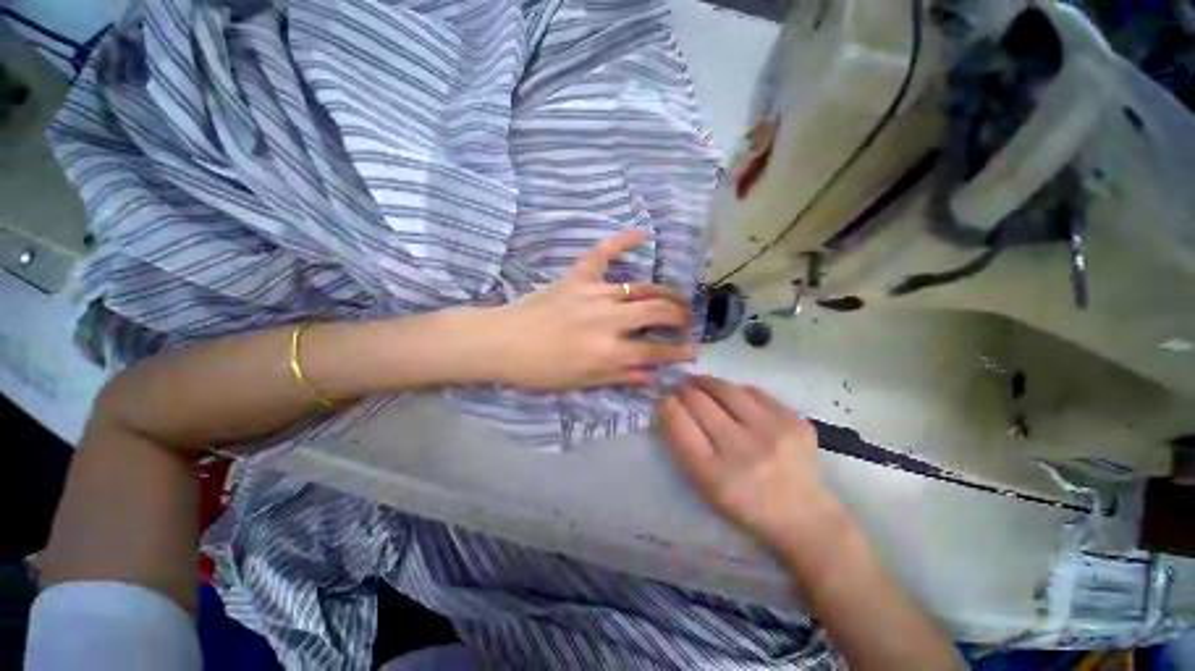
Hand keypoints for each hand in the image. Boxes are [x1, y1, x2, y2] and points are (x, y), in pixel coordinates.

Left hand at [486, 231, 695, 390]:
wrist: (501, 342)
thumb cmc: (540, 370)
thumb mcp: (581, 382)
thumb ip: (619, 377)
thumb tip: (650, 376)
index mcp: (609, 351)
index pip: (656, 351)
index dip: (678, 352)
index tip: (692, 351)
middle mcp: (609, 320)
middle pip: (658, 312)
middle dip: (679, 317)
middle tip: (684, 321)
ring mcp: (594, 293)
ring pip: (640, 288)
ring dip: (664, 293)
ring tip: (674, 298)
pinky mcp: (577, 277)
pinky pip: (602, 253)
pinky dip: (621, 242)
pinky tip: (641, 234)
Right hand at [661, 376, 843, 546]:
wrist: (803, 516)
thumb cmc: (743, 503)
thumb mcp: (703, 484)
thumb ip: (682, 443)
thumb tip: (670, 402)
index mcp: (714, 474)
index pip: (677, 422)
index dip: (667, 404)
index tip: (666, 400)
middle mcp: (743, 450)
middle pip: (698, 400)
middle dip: (684, 390)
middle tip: (680, 388)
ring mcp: (773, 432)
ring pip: (725, 388)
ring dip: (706, 383)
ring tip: (701, 384)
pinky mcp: (794, 420)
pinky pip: (752, 390)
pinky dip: (736, 391)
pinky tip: (733, 398)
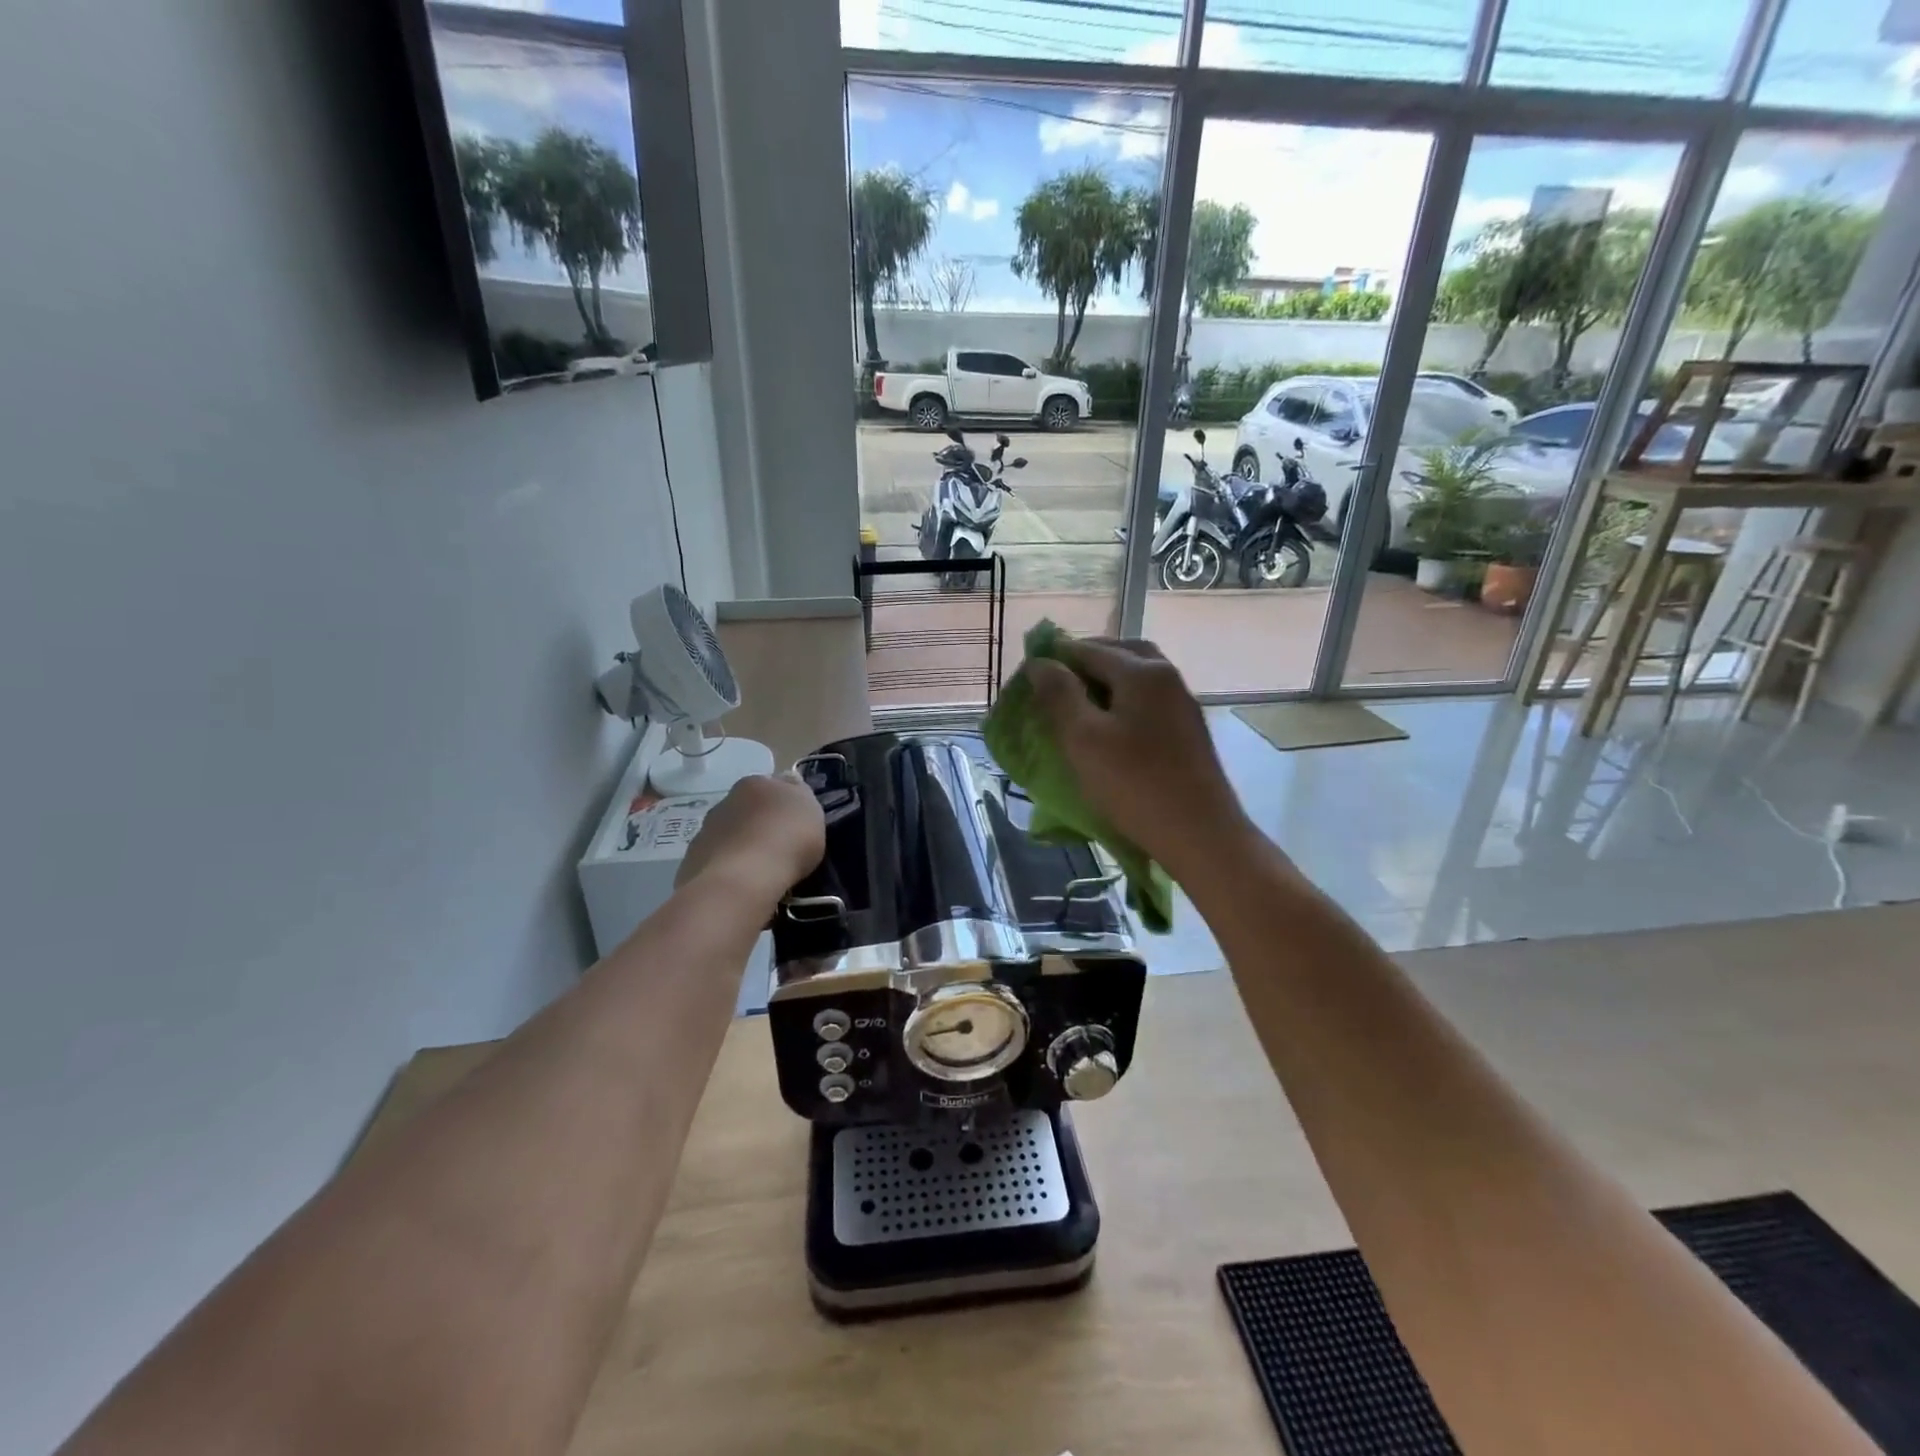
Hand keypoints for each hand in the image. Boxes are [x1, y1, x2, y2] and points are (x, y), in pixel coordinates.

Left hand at [676, 773, 825, 900]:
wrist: (743, 880)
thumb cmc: (786, 840)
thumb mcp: (811, 811)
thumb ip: (800, 795)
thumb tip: (788, 783)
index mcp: (755, 784)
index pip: (772, 787)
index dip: (784, 806)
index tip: (795, 826)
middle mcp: (725, 801)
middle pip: (748, 811)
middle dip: (760, 826)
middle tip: (779, 849)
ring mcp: (705, 832)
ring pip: (729, 836)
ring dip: (742, 848)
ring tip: (761, 873)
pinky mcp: (692, 862)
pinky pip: (717, 863)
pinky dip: (729, 870)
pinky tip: (742, 886)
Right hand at [1025, 638, 1256, 880]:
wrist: (1200, 834)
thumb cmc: (1135, 784)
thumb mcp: (1083, 738)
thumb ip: (1059, 695)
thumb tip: (1040, 663)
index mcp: (1141, 671)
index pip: (1088, 649)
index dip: (1055, 658)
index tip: (1027, 676)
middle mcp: (1167, 677)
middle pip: (1120, 653)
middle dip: (1085, 661)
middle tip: (1055, 683)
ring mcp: (1182, 704)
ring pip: (1138, 676)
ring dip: (1106, 680)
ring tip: (1078, 705)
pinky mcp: (1188, 731)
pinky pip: (1149, 700)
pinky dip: (1124, 699)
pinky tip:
----
- TASK DESCRIPTION -
The lines to write out are those from the first line of the listing above through the line bearing "thumb cmc: (743, 503)", both included, copied exactly with pictures dropped.

- SOLUTION BELOW -
Hand keypoints for each hand in the image. Boxes are [x1, y1, x2, y2] and points are (x, y), in pixel coordinates.

Left hand at [486, 231, 695, 390]:
wrist: (501, 342)
thumb cmc: (540, 370)
thumb mcp: (581, 382)
thumb ip: (619, 377)
thumb tip: (650, 376)
index mcp: (609, 351)
index pip: (656, 351)
index dip: (678, 352)
index tip: (692, 351)
middle mcp: (609, 320)
middle pip: (658, 312)
middle dip: (679, 317)
middle tip: (684, 321)
ring mcp: (594, 293)
ring pip: (640, 288)
ring dip: (664, 293)
ring tip: (674, 298)
pinky mcp: (577, 277)
pinky pip: (602, 253)
pinky dip: (621, 242)
pinky tip: (641, 234)
Right hand at [661, 376, 843, 546]:
wrist: (803, 516)
thumb cmc: (743, 503)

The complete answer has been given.